Mongi Boughzala (M.B.): La forme, mais aussi le fond
C’est vrai que l’économie tunisienne et le Tunisien ont appris à se comporter comme si l’année commençait à partir de septembre. Donc, j’accepte qu’on parle aujourd’hui de rentrée économique.
Cela pour la forme. Maintenant, pour le contenu, c’est vrai qu’aujourd’hui, l’économie tunisienne, et le pays en général, ont pu continuer à tourner. On ne voit pas encore de grandes me- naces, mais en réalité, quand on y réfléchit, on sait que les défis sont énormes. Il y a énormément d’incertitudes, en partie liées aux défis économiques, mais aussi à la situation sociale et politique. Donc, je ne peux rien prévoir avec certitude, mais il y a certainement des dangers qui nous menacent. Cependant, le potentiel de la Tunisie est réel. On a beaucoup perdu de ce potentiel, mais ce n’est jamais trop tard. Il est possible de faire des réformes, un certain nombre de réformes, pour que le pays sorte par le haut de la crise. Voilà en général comment je vois les choses.

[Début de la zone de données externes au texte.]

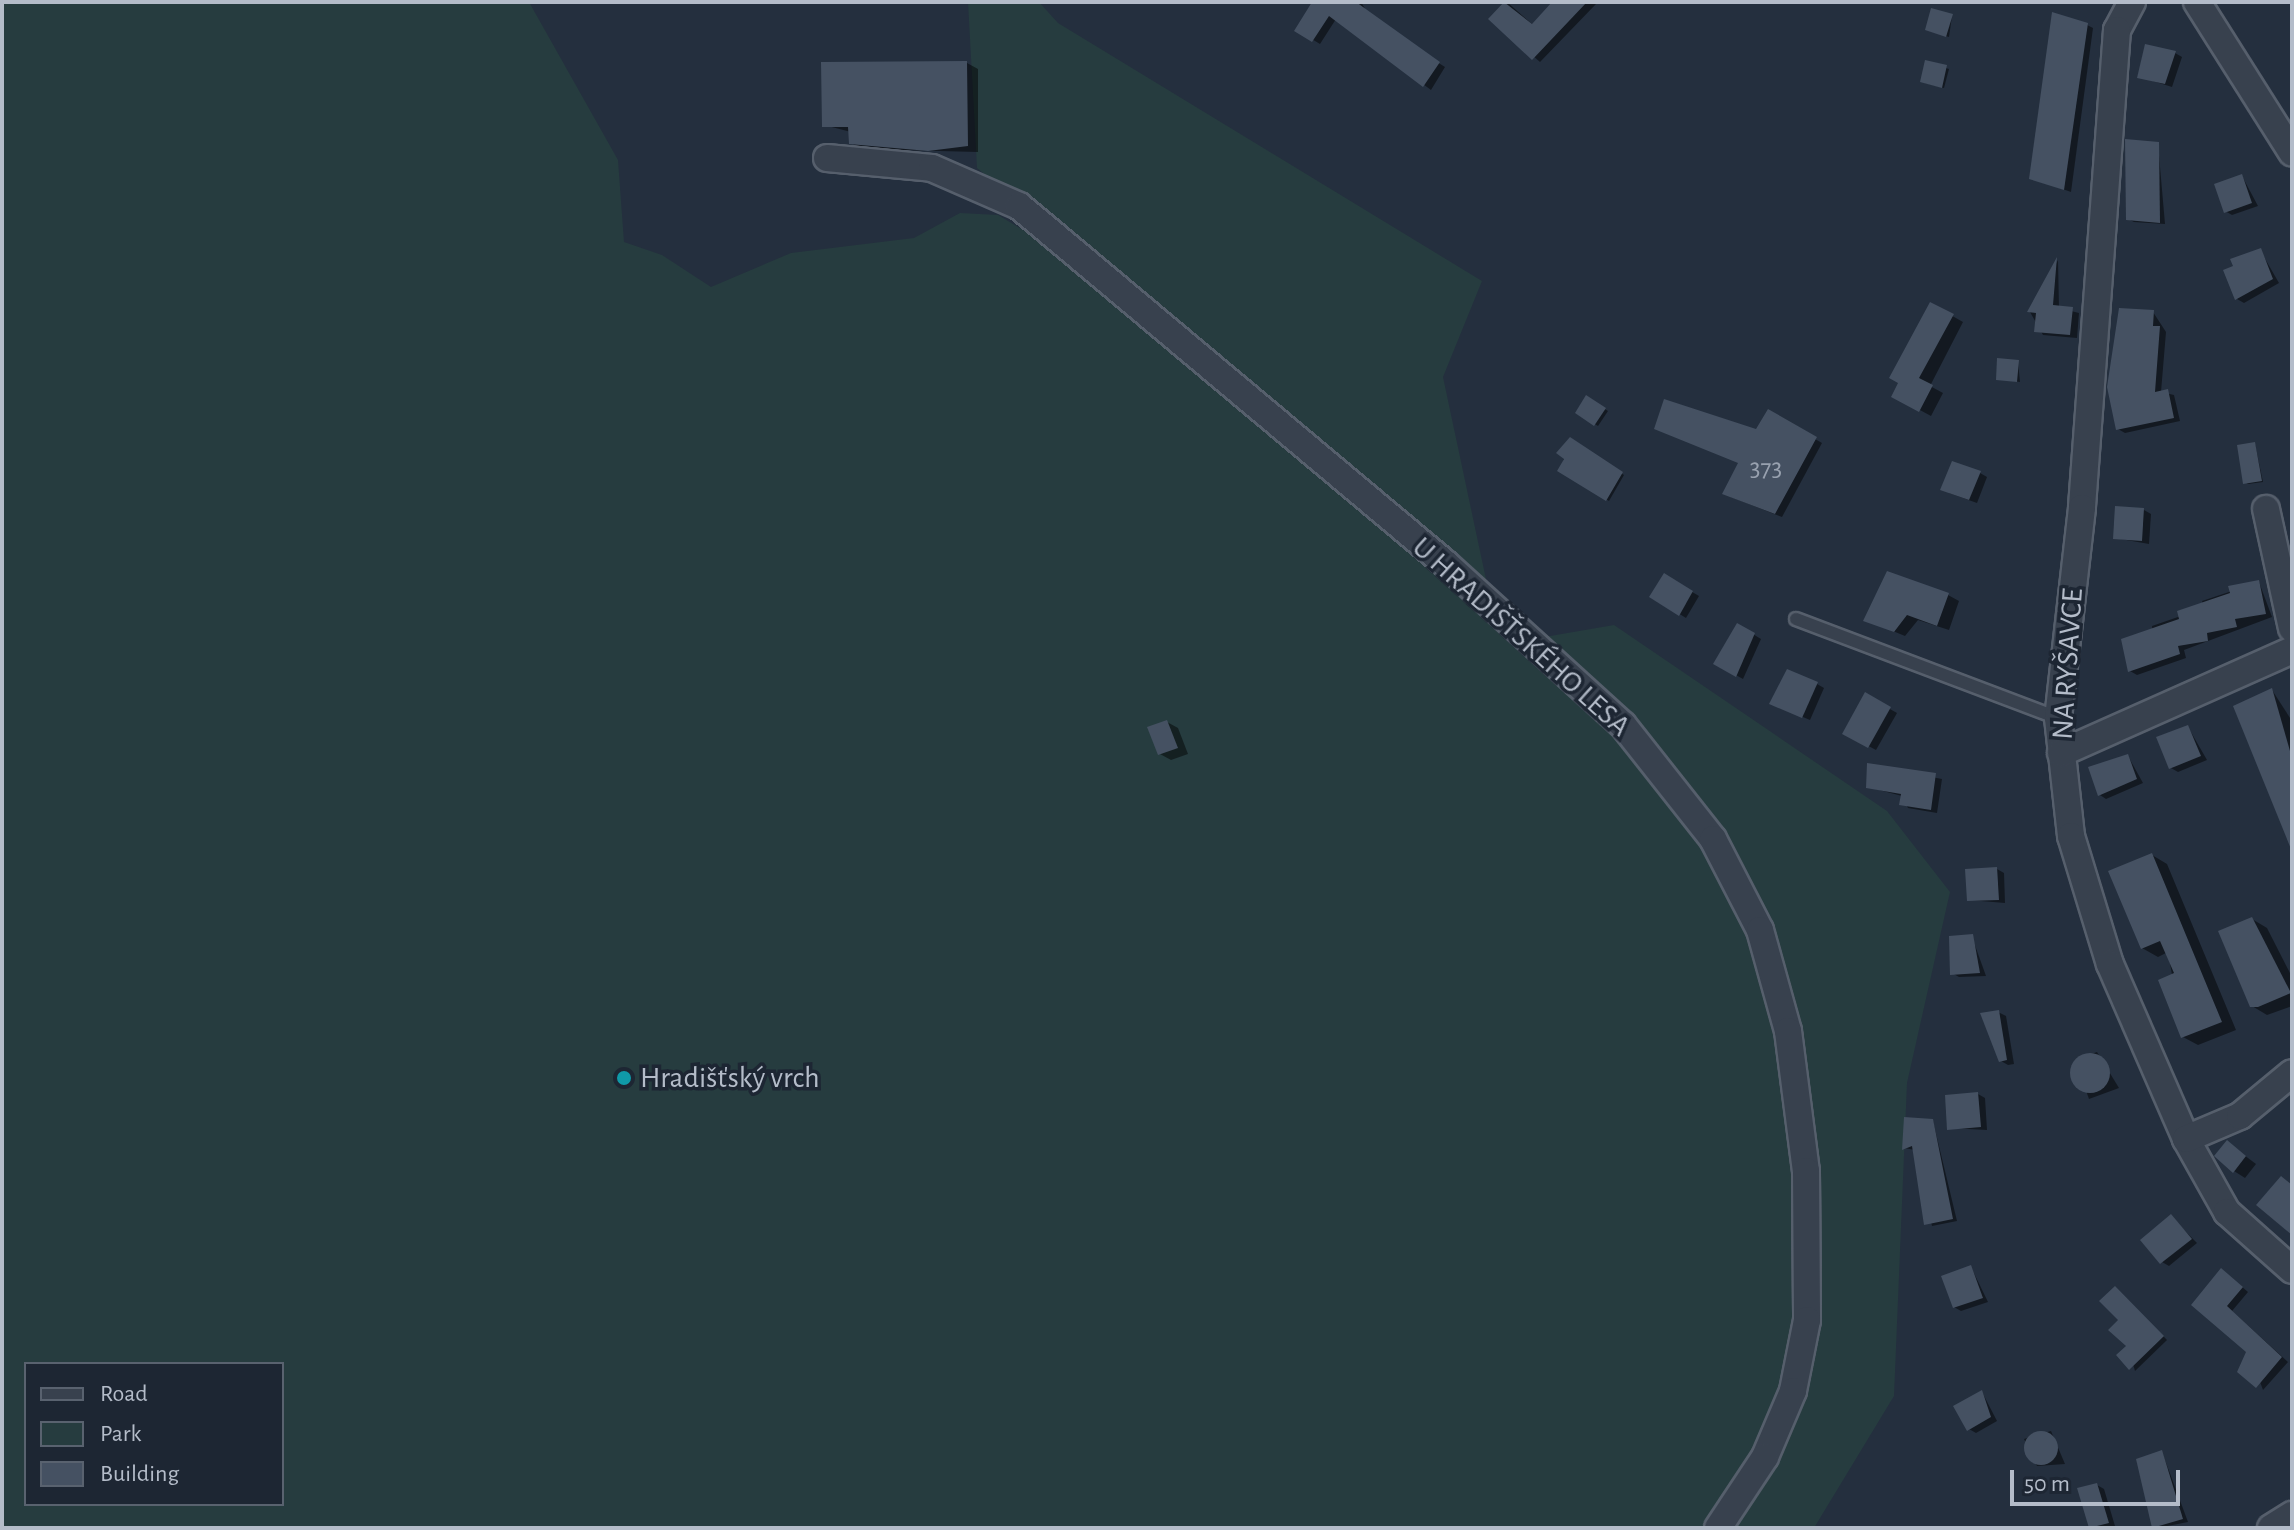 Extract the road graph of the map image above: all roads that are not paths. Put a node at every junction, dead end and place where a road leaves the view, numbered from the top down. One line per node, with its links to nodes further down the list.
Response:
1 (2132, 2): 9 (street, NA RYŠAVCE)
2 (2197, 2): 3 (street)
3 (2292, 152)
4 (827, 158): 15 (street, U HRADIŠŤSKÉHO LESA)
5 (2266, 509): 7 (street)
6 (1796, 619): 9 (lane)
7 (2292, 628)
8 (2292, 650): 10 (street)
9 (2058, 718): 10 (street, NA RYŠAVCE)
10 (2061, 753): 12 (street, NA RYŠAVCE)
11 (2292, 1073): 12 (street)
12 (2186, 1139): 13 (street, NA RYŠAVCE)
13 (2292, 1270)
14 (2292, 1515): 16 (street)
15 (1718, 1528)
16 (2271, 1528)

Il faudra peut-être aussi parler plus en détail de la dette, de la croissance, de l’emploi, de l’éducation, de la qualité des services publics, de la situation des entreprises publiques qui présentent une réelle menace. Je ne comprends pas personnellement, comment, depuis au moins 17 ans, on laisse la situation perdurer, comme si de rien n’était. Aucun gouvernement, y compris l’actuel, n’a entrepris quoi que ce soit de suffisamment important pour affronter la situation des entreprises publiques. J’ai nommé la STEG, Tunisair, les sociétés de transport… qui assurent les services publics de base. On ne se rend pas compte que ces entreprises connaissent une situation extrêmement difficile, et pas nécessairement à cause de la corruption ou d’une mauvaise gestion. Il y a un peu de cela, mais leurs problèmes sont surtout structurels.
Bref, les problèmes sont immenses et très nombreux. Mais les possibilités de sortie de crise existent aussi. Le pays n’a qu’à s’organiser et décider de faire les choses autrement.

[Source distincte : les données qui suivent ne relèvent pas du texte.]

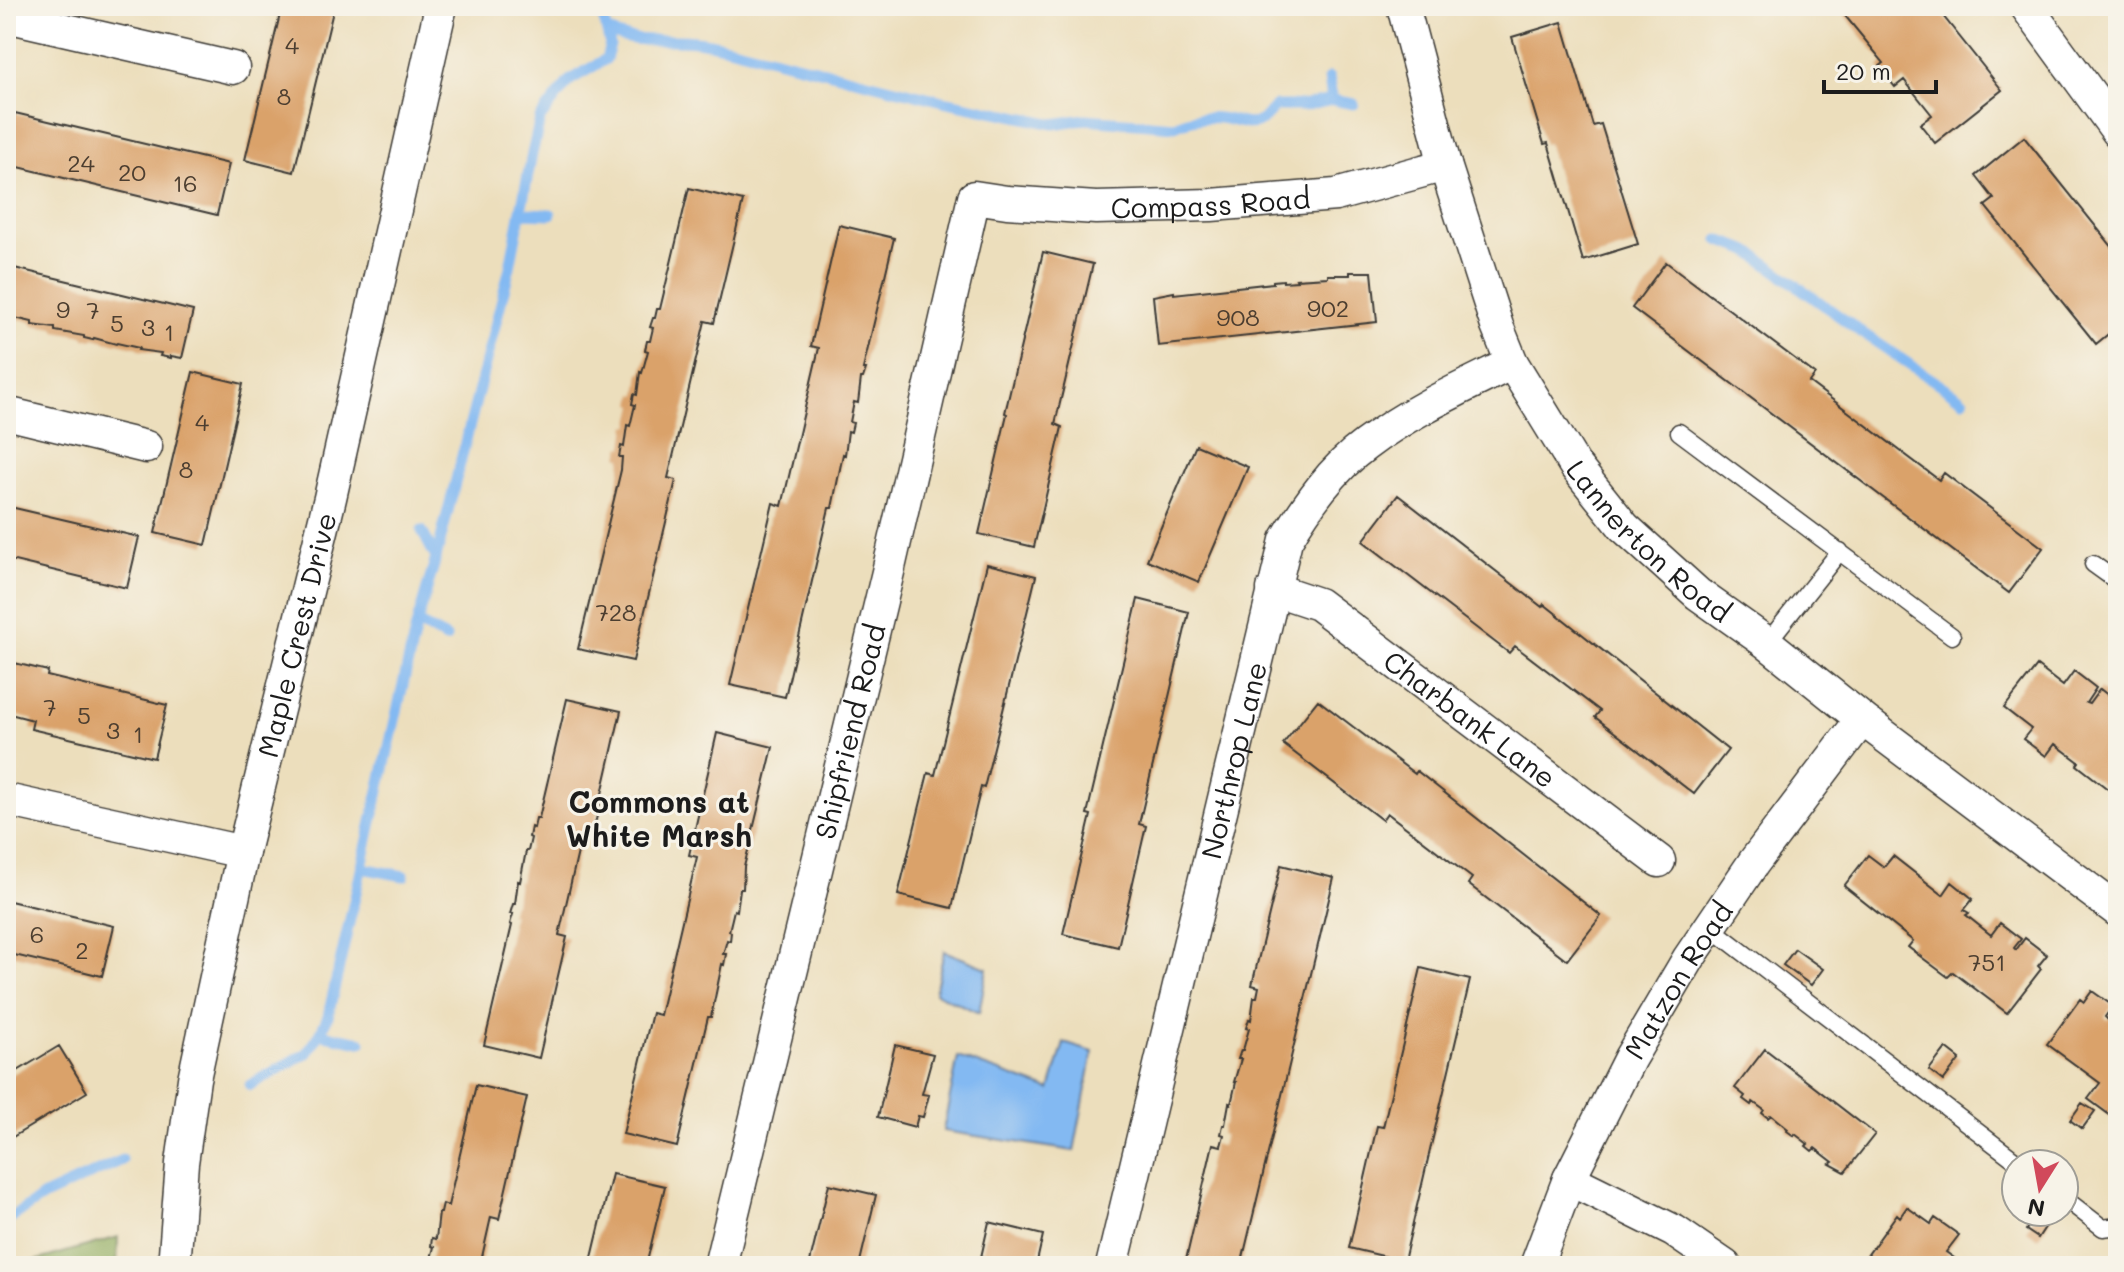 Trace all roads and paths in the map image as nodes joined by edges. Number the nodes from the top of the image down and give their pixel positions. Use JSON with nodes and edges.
{"nodes":[{"id":1,"x":441,"y":6,"type":"edge"},
{"id":2,"x":1403,"y":6,"type":"edge"},
{"id":3,"x":2026,"y":6,"type":"edge"},
{"id":4,"x":6,"y":16,"type":"edge"},
{"id":5,"x":233,"y":68,"type":"dead end"},
{"id":6,"x":2118,"y":132,"type":"edge"},
{"id":7,"x":1445,"y":165,"type":"junction"},
{"id":8,"x":974,"y":197,"type":"joint"},
{"id":9,"x":1512,"y":363,"type":"junction"},
{"id":10,"x":6,"y":413,"type":"edge"},
{"id":11,"x":1679,"y":432,"type":"dead end"},
{"id":12,"x":146,"y":447,"type":"dead end"},
{"id":13,"x":1840,"y":551,"type":"junction"},
{"id":14,"x":2093,"y":564,"type":"dead end"},
{"id":15,"x":2118,"y":582,"type":"edge"},
{"id":16,"x":1273,"y":589,"type":"junction"},
{"id":17,"x":1952,"y":636,"type":"dead end"},
{"id":18,"x":1767,"y":643,"type":"junction"},
{"id":19,"x":1862,"y":719,"type":"junction"},
{"id":20,"x":6,"y":800,"type":"edge"},
{"id":21,"x":243,"y":852,"type":"junction"},
{"id":22,"x":1659,"y":861,"type":"dead end"},
{"id":23,"x":2118,"y":911,"type":"edge"},
{"id":24,"x":1710,"y":927,"type":"junction"},
{"id":25,"x":2000,"y":1149,"type":"edge"},
{"id":26,"x":1569,"y":1179,"type":"junction"},
{"id":27,"x":2080,"y":1210,"type":"edge"},
{"id":28,"x":2118,"y":1226,"type":"edge"},
{"id":29,"x":174,"y":1266,"type":"edge"},
{"id":30,"x":720,"y":1266,"type":"edge"},
{"id":31,"x":1112,"y":1266,"type":"edge"},
{"id":32,"x":1536,"y":1266,"type":"edge"},
{"id":33,"x":1725,"y":1266,"type":"edge"}],
"edges":[{"from":1,"to":21,"type":"street","name":"Maple Crest Drive"},
{"from":2,"to":7,"type":"street","name":"Lannerton Road"},
{"from":3,"to":6,"type":"street"},
{"from":4,"to":5,"type":"street"},
{"from":7,"to":8,"type":"street","name":"Compass Road"},
{"from":7,"to":9,"type":"street","name":"Lannerton Road"},
{"from":8,"to":30,"type":"street","name":"Shipfriend Road"},
{"from":9,"to":16,"type":"street","name":"Northrop Lane"},
{"from":9,"to":18,"type":"street","name":"Lannerton Road"},
{"from":10,"to":12,"type":"street"},
{"from":11,"to":13,"type":"lane"},
{"from":13,"to":17,"type":"lane"},
{"from":13,"to":18,"type":"lane"},
{"from":14,"to":15,"type":"lane"},
{"from":16,"to":22,"type":"street","name":"Charbank Lane"},
{"from":16,"to":31,"type":"street","name":"Northrop Lane"},
{"from":18,"to":19,"type":"street","name":"Lannerton Road"},
{"from":19,"to":23,"type":"street","name":"Lannerton Road"},
{"from":19,"to":24,"type":"street","name":"Matzon Road"},
{"from":20,"to":21,"type":"street"},
{"from":21,"to":29,"type":"street","name":"Maple Crest Drive"},
{"from":24,"to":25,"type":"lane"},
{"from":24,"to":26,"type":"street","name":"Matzon Road"},
{"from":26,"to":32,"type":"street","name":"Matzon Road"},
{"from":26,"to":33,"type":"street"},
{"from":27,"to":28,"type":"lane"}]}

Aslan Berjeb (A.B.): Tout tourne autour de la scolarité
J’évoquerai tout d’abord la rentrée la plus importante, celle scolaire. J’aime bien le terme que vous avez utilisé, à savoir que l’éducation est l’assurance vie de la Tunisie.
La rentrée scolaire, chaque année, est une fête en Tunisie, une fête socio-culturelle. Toutes les familles s’y préparent d’une manière ou d’une autre. Et même une partie des acteurs de l’économie s’y prépare : les librairies, les crèches, les écoles, les universités. Même l’architecture liée directement ou indirectement à cette rentrée scolaire s’y prépare: certains restaurants, certaines buvettes… La vie reprend avec la rentrée scolaire, on ne peut pas le nier. L’économie, la politique, tout reprend. Tout a été adossé chez nous sur la rentrée scolaire. La Tunisie post indépendance a toujours misé sur l’éducation.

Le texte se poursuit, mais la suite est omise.